Take, for example, the data set cars
. It has observations on the speed and distance that cars took to stop completely from having the brakes on. There are 50 lines and two columns, totaling 100 observations. Each car contributes two of them: one for speed and one for distance. Note that it is possible to plot these observations on a graph:
The function lm
will serve to adjust a straight to this data:
ajuste <- lm(dist ~ speed, data = cars)
summary(ajuste)
Call:
lm(formula = dist ~ speed, data = cars)
Residuals:
Min 1Q Median 3Q Max
-29.069 -9.525 -2.272 9.215 43.201
Coefficients:
Estimate Std.

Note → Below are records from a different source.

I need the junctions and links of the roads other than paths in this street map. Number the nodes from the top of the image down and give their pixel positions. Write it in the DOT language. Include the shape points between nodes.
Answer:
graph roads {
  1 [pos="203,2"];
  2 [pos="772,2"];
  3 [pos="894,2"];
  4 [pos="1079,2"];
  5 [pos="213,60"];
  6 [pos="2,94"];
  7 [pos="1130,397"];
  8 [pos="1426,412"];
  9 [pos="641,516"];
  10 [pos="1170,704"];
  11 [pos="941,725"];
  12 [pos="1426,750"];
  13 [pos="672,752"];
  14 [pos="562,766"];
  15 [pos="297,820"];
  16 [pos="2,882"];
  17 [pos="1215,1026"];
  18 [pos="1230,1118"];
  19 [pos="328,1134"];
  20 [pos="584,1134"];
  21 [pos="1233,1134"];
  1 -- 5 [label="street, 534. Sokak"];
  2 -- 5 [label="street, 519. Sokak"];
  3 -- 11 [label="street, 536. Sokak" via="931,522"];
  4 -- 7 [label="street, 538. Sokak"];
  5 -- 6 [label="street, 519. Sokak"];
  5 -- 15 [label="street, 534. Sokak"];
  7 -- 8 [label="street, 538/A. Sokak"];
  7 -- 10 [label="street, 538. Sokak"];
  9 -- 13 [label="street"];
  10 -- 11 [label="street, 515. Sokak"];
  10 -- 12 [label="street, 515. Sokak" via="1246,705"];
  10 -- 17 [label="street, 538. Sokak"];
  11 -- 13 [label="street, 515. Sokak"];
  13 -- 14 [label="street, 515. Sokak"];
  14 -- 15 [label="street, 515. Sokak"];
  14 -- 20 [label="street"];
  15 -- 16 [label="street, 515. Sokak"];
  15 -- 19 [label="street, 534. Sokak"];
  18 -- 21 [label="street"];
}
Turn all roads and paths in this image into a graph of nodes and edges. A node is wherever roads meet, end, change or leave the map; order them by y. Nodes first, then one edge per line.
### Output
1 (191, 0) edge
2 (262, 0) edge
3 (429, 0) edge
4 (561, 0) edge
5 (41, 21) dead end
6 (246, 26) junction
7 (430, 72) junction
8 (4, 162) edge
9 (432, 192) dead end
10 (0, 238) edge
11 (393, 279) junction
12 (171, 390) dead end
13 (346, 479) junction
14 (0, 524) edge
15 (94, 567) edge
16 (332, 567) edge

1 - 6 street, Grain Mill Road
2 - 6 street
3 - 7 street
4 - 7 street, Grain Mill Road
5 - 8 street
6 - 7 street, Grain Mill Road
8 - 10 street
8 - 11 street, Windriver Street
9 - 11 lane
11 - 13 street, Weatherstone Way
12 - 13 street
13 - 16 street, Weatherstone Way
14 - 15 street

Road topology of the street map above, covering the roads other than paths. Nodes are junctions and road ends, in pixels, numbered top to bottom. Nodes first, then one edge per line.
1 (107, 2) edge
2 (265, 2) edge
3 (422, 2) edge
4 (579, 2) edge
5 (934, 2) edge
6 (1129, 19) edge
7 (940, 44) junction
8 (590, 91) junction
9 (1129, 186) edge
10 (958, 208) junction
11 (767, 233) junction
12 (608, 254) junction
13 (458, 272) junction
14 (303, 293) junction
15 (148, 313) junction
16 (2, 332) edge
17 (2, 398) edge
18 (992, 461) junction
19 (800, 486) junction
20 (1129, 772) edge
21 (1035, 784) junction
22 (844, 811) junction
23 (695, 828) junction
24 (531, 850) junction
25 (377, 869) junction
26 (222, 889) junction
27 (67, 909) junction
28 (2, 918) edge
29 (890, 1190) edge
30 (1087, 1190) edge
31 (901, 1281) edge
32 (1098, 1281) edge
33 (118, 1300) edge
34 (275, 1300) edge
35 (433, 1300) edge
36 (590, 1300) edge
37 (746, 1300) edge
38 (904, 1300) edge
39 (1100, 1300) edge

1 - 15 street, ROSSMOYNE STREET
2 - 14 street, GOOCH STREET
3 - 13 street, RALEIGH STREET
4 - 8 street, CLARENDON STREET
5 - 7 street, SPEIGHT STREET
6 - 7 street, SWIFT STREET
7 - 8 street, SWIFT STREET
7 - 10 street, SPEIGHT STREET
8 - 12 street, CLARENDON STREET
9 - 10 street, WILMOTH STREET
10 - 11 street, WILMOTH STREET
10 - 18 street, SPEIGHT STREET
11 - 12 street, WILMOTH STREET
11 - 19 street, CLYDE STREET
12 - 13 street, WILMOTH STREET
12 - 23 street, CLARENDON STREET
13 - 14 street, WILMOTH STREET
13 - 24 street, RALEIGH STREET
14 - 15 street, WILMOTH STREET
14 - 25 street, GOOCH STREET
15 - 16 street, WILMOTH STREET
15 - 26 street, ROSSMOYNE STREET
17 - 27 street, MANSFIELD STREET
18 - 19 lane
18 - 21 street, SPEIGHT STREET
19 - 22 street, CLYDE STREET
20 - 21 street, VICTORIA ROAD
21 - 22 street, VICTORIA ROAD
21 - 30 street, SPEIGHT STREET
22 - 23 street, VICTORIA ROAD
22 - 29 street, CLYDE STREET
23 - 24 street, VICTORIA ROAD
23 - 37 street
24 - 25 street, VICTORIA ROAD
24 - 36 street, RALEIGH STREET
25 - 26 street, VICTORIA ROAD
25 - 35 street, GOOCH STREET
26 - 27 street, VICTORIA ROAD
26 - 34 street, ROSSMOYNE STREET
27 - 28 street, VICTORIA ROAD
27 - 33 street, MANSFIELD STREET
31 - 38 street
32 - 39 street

Error t value Pr(>|t|)
(Intercept) -17.5791 6.7584 -2.601 0.0123 *
speed 3.9324 0.4155 9.464 1.49e-12 ***
---
Signif. codes: 0 ‘***’ 0.001 ‘**’ 0.01 ‘*’ 0.05 ‘.’ 0.1 ‘ ’ 1
Residual standard error: 15.38 on 48 degrees of freedom
Multiple R-squared: 0.6511, Adjusted R-squared: 0.6438
F-statistic: 89.57 on 1 and 48 DF, p-value: 1.49e-12
abline(ajuste)
Note that to use the function lm
, it is obligatory that dist
and speed
are the same size:
length(cars$dist)
[1] 50
length(cars$speed)
[1] 50
In your case, that doesn’t happen:
length(cartela)
[1] 25
length(numerosSorteados)
[1] 4
Moreover, cartela$v1
there is no:
length(cartela$v1)
Error in cartela$v1 : $ operator is invalid for atomic vectors
Therefore, the best way to answer the question "check the probability of the draw of number 5 in a bingo game" is by creating a frequency table and calculating the odds of each number coming out:
prop.table(table(numerosSorteados))
numerosSorteados
1 2 3 4
0.25 0.25 0.25 0.25
In this case, the probabilities of 1, 2, 3 and 4 are the same, equal to 0.25 (or 25%). All other numbers in the chart have a probability of zero being chosen, as they were never drawn.